* What you need to do *
In the entries that follow, which lines hold the string "roads"? List them.

* Listed entries *
== Segment start ==
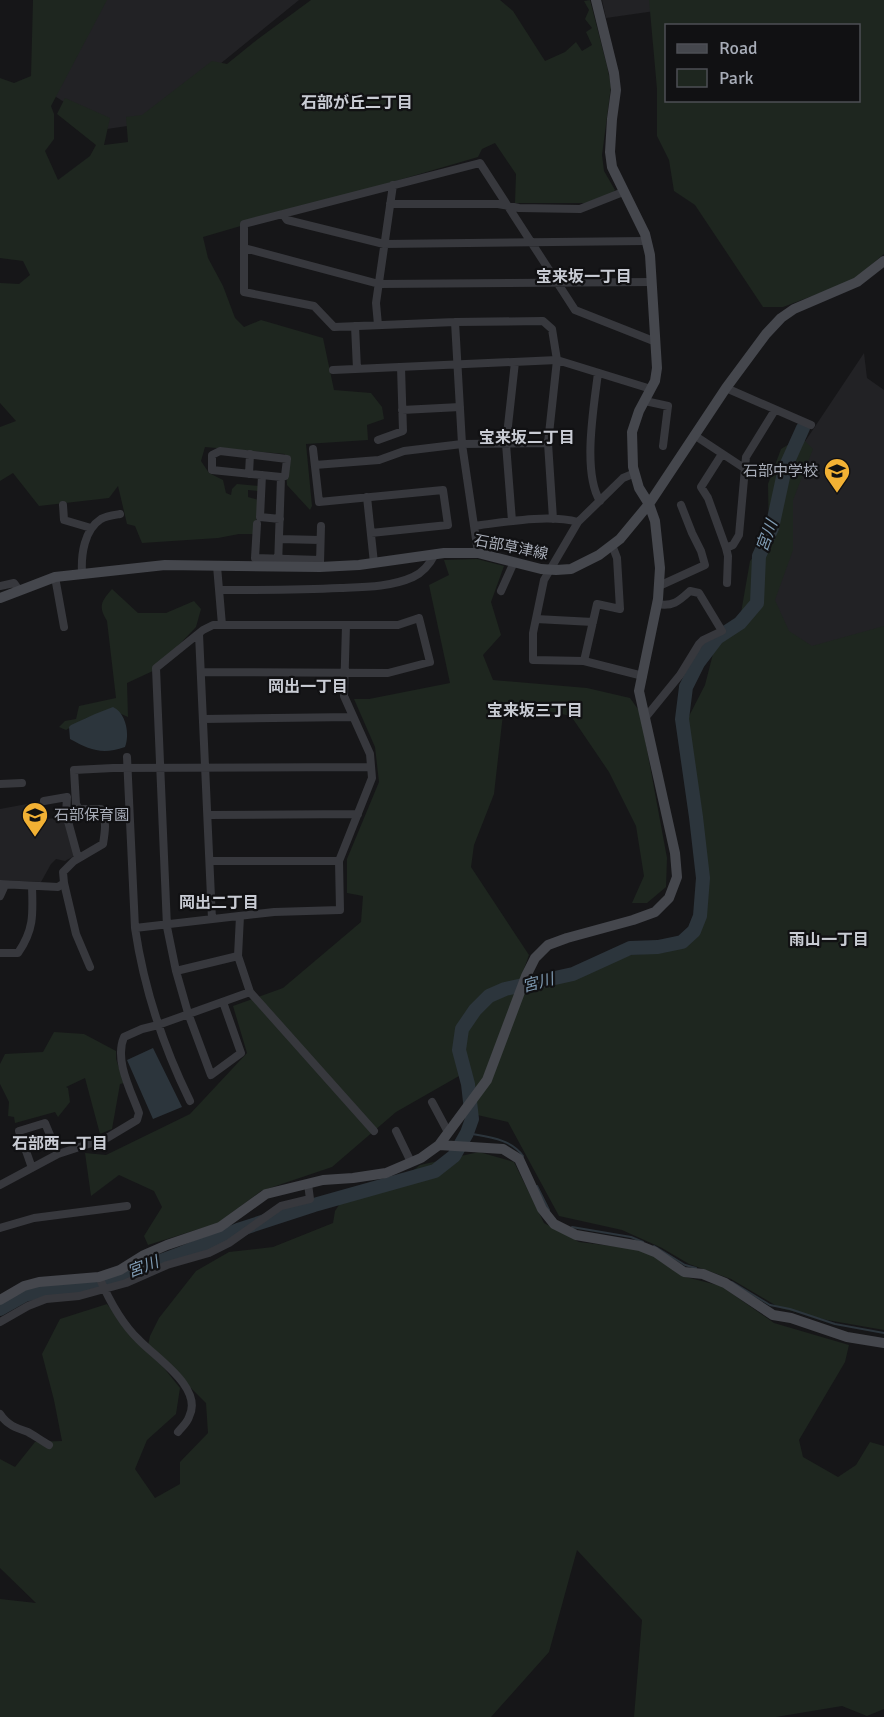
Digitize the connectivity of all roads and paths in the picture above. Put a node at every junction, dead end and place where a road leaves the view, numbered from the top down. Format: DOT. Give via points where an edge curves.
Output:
graph roads {
  1 [pos="596,0"];
  2 [pos="393,185"];
  3 [pos="623,192"];
  4 [pos="390,204"];
  5 [pos="508,206"];
  6 [pos="283,214"];
  7 [pos="646,241"];
  8 [pos="532,243"];
  9 [pos="384,244"];
  10 [pos="244,248"];
  11 [pos="884,261"];
  12 [pos="652,282"];
  13 [pos="558,283"];
  14 [pos="379,284"];
  15 [pos="455,322"];
  16 [pos="378,325"];
  17 [pos="355,326"];
  18 [pos="656,342"];
  19 [pos="557,360"];
  20 [pos="515,362"];
  21 [pos="457,364"];
  22 [pos="401,367"];
  23 [pos="357,369"];
  24 [pos="333,370"];
  25 [pos="598,373"];
  26 [pos="726,388"];
  27 [pos="651,389"];
  28 [pos="645,401"];
  29 [pos="460,407"];
  30 [pos="402,410"];
  31 [pos="775,410"];
  32 [pos="811,425"];
  33 [pos="694,435"];
  34 [pos="378,440"];
  35 [pos="548,443"];
  36 [pos="462,444"];
  37 [pos="506,444"];
  38 [pos="663,446"];
  39 [pos="313,449"];
  40 [pos="250,454"];
  41 [pos="722,454"];
  42 [pos="315,465"];
  43 [pos="744,468"];
  44 [pos="635,473"];
  45 [pos="249,474"];
  46 [pos="262,475"];
  47 [pos="281,477"];
  48 [pos="367,497"];
  49 [pos="600,501"];
  50 [pos="649,504"];
  51 [pos="63,505"];
  52 [pos="681,505"];
  53 [pos="120,514"];
  54 [pos="280,519"];
  55 [pos="553,519"];
  56 [pos="512,521"];
  57 [pos="578,522"];
  58 [pos="257,524"];
  59 [pos="321,526"];
  60 [pos="474,526"];
  61 [pos="91,528"];
  62 [pos="371,534"];
  63 [pos="279,539"];
  64 [pos="320,540"];
  65 [pos="612,545"];
  66 [pos="726,548"];
  67 [pos="478,553"];
  68 [pos="435,554"];
  69 [pos="374,562"];
  70 [pos="514,562"];
  71 [pos="278,563"];
  72 [pos="320,563"];
  73 [pos="217,566"];
  74 [pos="549,570"];
  75 [pos="82,573"];
  76 [pos="55,577"];
  77 [pos="727,583"];
  78 [pos="0,586"];
  79 [pos="659,586"];
  80 [pos="19,590"];
  81 [pos="219,590"];
  82 [pos="501,591"];
  83 [pos="0,598"];
  84 [pos="657,604"];
  85 [pos="536,620"];
  86 [pos="593,622"];
  87 [pos="222,625"];
  88 [pos="346,625"];
  89 [pos="64,627"];
  90 [pos="199,634"];
  91 [pos="584,661"];
  92 [pos="201,672"];
  93 [pos="345,673"];
  94 [pos="643,676"];
  95 [pos="353,717"];
  96 [pos="645,718"];
  97 [pos="203,719"];
  98 [pos="127,757"];
  99 [pos="371,766"];
  100 [pos="128,768"];
  101 [pos="160,768"];
  102 [pos="205,768"];
  103 [pos="22,783"];
  104 [pos="0,784"];
  105 [pos="44,801"];
  106 [pos="358,813"];
  107 [pos="208,815"];
  108 [pos="78,858"];
  109 [pos="210,861"];
  110 [pos="339,861"];
  111 [pos="64,883"];
  112 [pos="3,885"];
  113 [pos="33,887"];
  114 [pos="0,896"];
  115 [pos="240,916"];
  116 [pos="212,919"];
  117 [pos="167,924"];
  118 [pos="135,928"];
  119 [pos="0,953"];
  120 [pos="238,956"];
  121 [pos="90,967"];
  122 [pos="176,971"];
  123 [pos="250,992"];
  124 [pos="223,1002"];
  125 [pos="189,1014"];
  126 [pos="158,1025"];
  127 [pos="190,1101"];
  128 [pos="432,1102"];
  129 [pos="374,1131"];
  130 [pos="396,1131"];
  131 [pos="448,1132"];
  132 [pos="440,1145"];
  133 [pos="58,1154"];
  134 [pos="411,1162"];
  135 [pos="32,1168"];
  136 [pos="0,1185"];
  137 [pos="308,1186"];
  138 [pos="127,1206"];
  139 [pos="0,1228"];
  140 [pos="99,1277"];
  141 [pos="104,1290"];
  142 [pos="0,1300"];
  143 [pos="0,1322"];
  144 [pos="884,1343"];
  145 [pos="0,1414"];
  146 [pos="178,1432"];
  147 [pos="49,1445"];
  1 -- 3 [label="street" via="614,74 610,141 612,167"];
  2 -- 4 [label="street"];
  2 -- 5 [label="street" via="480,163"];
  2 -- 6 [label="street"];
  3 -- 5 [label="street" via="580,209"];
  3 -- 7 [label="street"];
  4 -- 5 [label="street"];
  4 -- 9 [label="street"];
  5 -- 8 [label="street"];
  6 -- 9 [label="street" via="287,220"];
  6 -- 10 [label="street" via="244,224"];
  7 -- 8 [label="street"];
  7 -- 12 [label="street"];
  8 -- 9 [label="street"];
  8 -- 13 [label="street"];
  9 -- 14 [label="street"];
  10 -- 14 [label="street"];
  10 -- 17 [label="street" via="244,292 314,306 334,327"];
  11 -- 26 [label="street, 石部草津線" via="857,282 781,318"];
  12 -- 13 [label="street"];
  12 -- 18 [label="street"];
  13 -- 14 [label="street"];
  13 -- 18 [label="street" via="575,310"];
  14 -- 16 [label="street"];
  15 -- 16 [label="street"];
  15 -- 19 [label="street" via="543,321 552,329"];
  15 -- 21 [label="street"];
  16 -- 17 [label="street"];
  17 -- 23 [label="street"];
  18 -- 27 [label="street" via="657,368"];
  19 -- 20 [label="street"];
  19 -- 25 [label="street"];
  19 -- 35 [label="street"];
  20 -- 21 [label="street"];
  20 -- 37 [label="street"];
  21 -- 22 [label="street"];
  21 -- 29 [label="street"];
  22 -- 23 [label="street"];
  22 -- 30 [label="street"];
  23 -- 24 [label="street"];
  25 -- 27 [label="street"];
  25 -- 49 [label="street" via="590,445 594,491"];
  26 -- 31 [label="street"];
  26 -- 33 [label="street, 石部草津線"];
  27 -- 28 [label="street"];
  28 -- 38 [label="street" via="668,406"];
  28 -- 44 [label="street" via="632,432"];
  29 -- 30 [label="street"];
  29 -- 36 [label="street"];
  30 -- 34 [label="street" via="403,431"];
  31 -- 32 [label="street"];
  31 -- 43 [label="street" via="746,457"];
  33 -- 41 [label="street"];
  33 -- 50 [label="street, 石部草津線"];
  35 -- 37 [label="street"];
  35 -- 55 [label="street"];
  36 -- 37 [label="street"];
  36 -- 42 [label="street" via="404,451 379,459"];
  36 -- 60 [label="street"];
  37 -- 56 [label="street"];
  39 -- 42 [label="street"];
  40 -- 45 [label="street"];
  40 -- 45 [label="street" via="220,451 212,455 212,470"];
  40 -- 47 [label="street" via="287,459 285,476"];
  41 -- 43 [label="street"];
  41 -- 66 [label="street" via="700,487 708,498"];
  42 -- 48 [label="street" via="319,502"];
  43 -- 66 [label="street" via="739,535"];
  44 -- 49 [label="street" via="623,477"];
  44 -- 50 [label="street"];
  45 -- 46 [label="street"];
  46 -- 47 [label="street"];
  46 -- 54 [label="street" via="260,517"];
  47 -- 54 [label="street"];
  48 -- 62 [label="street"];
  48 -- 62 [label="street" via="443,490 448,525"];
  49 -- 57 [label="street"];
  50 -- 65 [label="street, 石部草津線"];
  50 -- 79 [label="street" via="655,520"];
  51 -- 61 [label="street" via="64,520"];
  52 -- 79 [label="street" via="705,565"];
  53 -- 61 [label="street" via="103,518"];
  54 -- 63 [label="street"];
  55 -- 56 [label="street"];
  55 -- 57 [label="street"];
  56 -- 60 [label="street"];
  57 -- 74 [label="street"];
  58 -- 71 [label="street" via="255,558"];
  59 -- 64 [label="street"];
  60 -- 67 [label="street"];
  61 -- 75 [label="street" via="81,561"];
  62 -- 69 [label="street"];
  63 -- 64 [label="street"];
  63 -- 71 [label="street"];
  64 -- 72 [label="street"];
  65 -- 74 [label="street, 石部草津線" via="587,563 571,569"];
  65 -- 86 [label="street" via="617,558 620,609 597,604"];
  66 -- 77 [label="street"];
  67 -- 68 [label="street, 石部草津線"];
  67 -- 70 [label="street, 石部草津線"];
  68 -- 69 [label="street, 石部草津線"];
  68 -- 81 [label="street" via="428,567 398,583"];
  69 -- 72 [label="street, 石部草津線"];
  70 -- 74 [label="street, 石部草津線"];
  70 -- 82 [label="street"];
  71 -- 72 [label="street, 石部草津線"];
  71 -- 73 [label="street, 石部草津線"];
  73 -- 75 [label="street, 石部草津線" via="165,565"];
  73 -- 81 [label="street"];
  74 -- 85 [label="street"];
  75 -- 76 [label="street, 石部草津線"];
  76 -- 80 [label="street, 石部草津線"];
  76 -- 89 [label="street"];
  78 -- 80 [label="street" via="14,583"];
  79 -- 84 [label="street"];
  80 -- 83 [label="street, 石部草津線"];
  81 -- 87 [label="street"];
  84 -- 94 [label="street"];
  84 -- 96 [label="street" via="678,603 690,591 699,593 722,631 699,644"];
  85 -- 86 [label="street"];
  85 -- 91 [label="street" via="532,660"];
  86 -- 91 [label="street"];
  87 -- 88 [label="street"];
  87 -- 90 [label="street" via="213,625"];
  88 -- 93 [label="street"];
  88 -- 93 [label="street" via="398,625 419,618 430,662 388,674"];
  90 -- 92 [label="street"];
  90 -- 101 [label="street" via="156,668"];
  91 -- 94 [label="street"];
  92 -- 93 [label="street"];
  92 -- 97 [label="street"];
  93 -- 95 [label="street" via="344,696"];
  94 -- 96 [label="street" via="639,691"];
  95 -- 97 [label="street"];
  95 -- 99 [label="street" via="370,754"];
  96 -- 131 [label="street" via="675,853 677,877 669,898 655,912 548,945 526,976 487,1080"];
  97 -- 102 [label="street"];
  98 -- 100 [label="street"];
  99 -- 102 [label="street"];
  99 -- 106 [label="street" via="372,778"];
  100 -- 101 [label="street"];
  100 -- 108 [label="street" via="74,770 75,804 79,809 101,809 105,827 103,844"];
  100 -- 118 [label="street"];
  101 -- 102 [label="street"];
  101 -- 117 [label="street"];
  102 -- 107 [label="street"];
  103 -- 104 [label="street"];
  105 -- 108 [label="street" via="67,797 66,814"];
  106 -- 107 [label="street"];
  106 -- 110 [label="street"];
  107 -- 109 [label="street"];
  108 -- 111 [label="street" via="63,872"];
  109 -- 110 [label="street"];
  109 -- 116 [label="street"];
  110 -- 115 [label="street" via="340,910"];
  111 -- 113 [label="street" via="58,887"];
  111 -- 121 [label="street" via="76,934"];
  112 -- 113 [label="street"];
  112 -- 114 [label="street"];
  113 -- 119 [label="street" via="32,925 26,941 18,953"];
  115 -- 116 [label="street"];
  115 -- 120 [label="street"];
  116 -- 117 [label="street"];
  117 -- 118 [label="street"];
  117 -- 122 [label="street"];
  118 -- 126 [label="street"];
  120 -- 122 [label="street"];
  120 -- 123 [label="street"];
  122 -- 125 [label="street"];
  123 -- 124 [label="street"];
  123 -- 129 [label="street"];
  124 -- 125 [label="street"];
  124 -- 125 [label="street" via="242,1053 212,1075"];
  125 -- 126 [label="street"];
  126 -- 127 [label="street"];
  126 -- 133 [label="street" via="124,1037 121,1043 121,1062 139,1113 137,1120 107,1138"];
  128 -- 131 [label="street"];
  130 -- 134 [label="street"];
  131 -- 132 [label="street"];
  132 -- 134 [label="street"];
  132 -- 144 [label="street" via="503,1149 519,1159 542,1209 554,1224 576,1235 640,1246 684,1272 724,1282 773,1315"];
  133 -- 135 [label="street"];
  133 -- 135 [label="street" via="45,1123 19,1131"];
  134 -- 137 [label="street" via="386,1173 323,1180"];
  135 -- 136 [label="street"];
  137 -- 140 [label="street" via="266,1194 220,1227 167,1245"];
  137 -- 141 [label="street" via="310,1199 281,1206 229,1243"];
  138 -- 139 [label="street" via="34,1218"];
  140 -- 141 [label="street"];
  140 -- 142 [label="street" via="39,1282"];
  141 -- 143 [label="street" via="46,1299"];
  141 -- 146 [label="street" via="138,1340 171,1368 185,1386 192,1401 190,1416"];
  145 -- 147 [label="street" via="14,1428"];
}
== Segment end ==
* Result of the exercise *
Digitize the connectivity of all roads and paths in the picture above. Put a node at every junction, dead end and place where a road leaves the view, numbered from the top down. Format: DOT. Give via points where an edge curves.
graph roads {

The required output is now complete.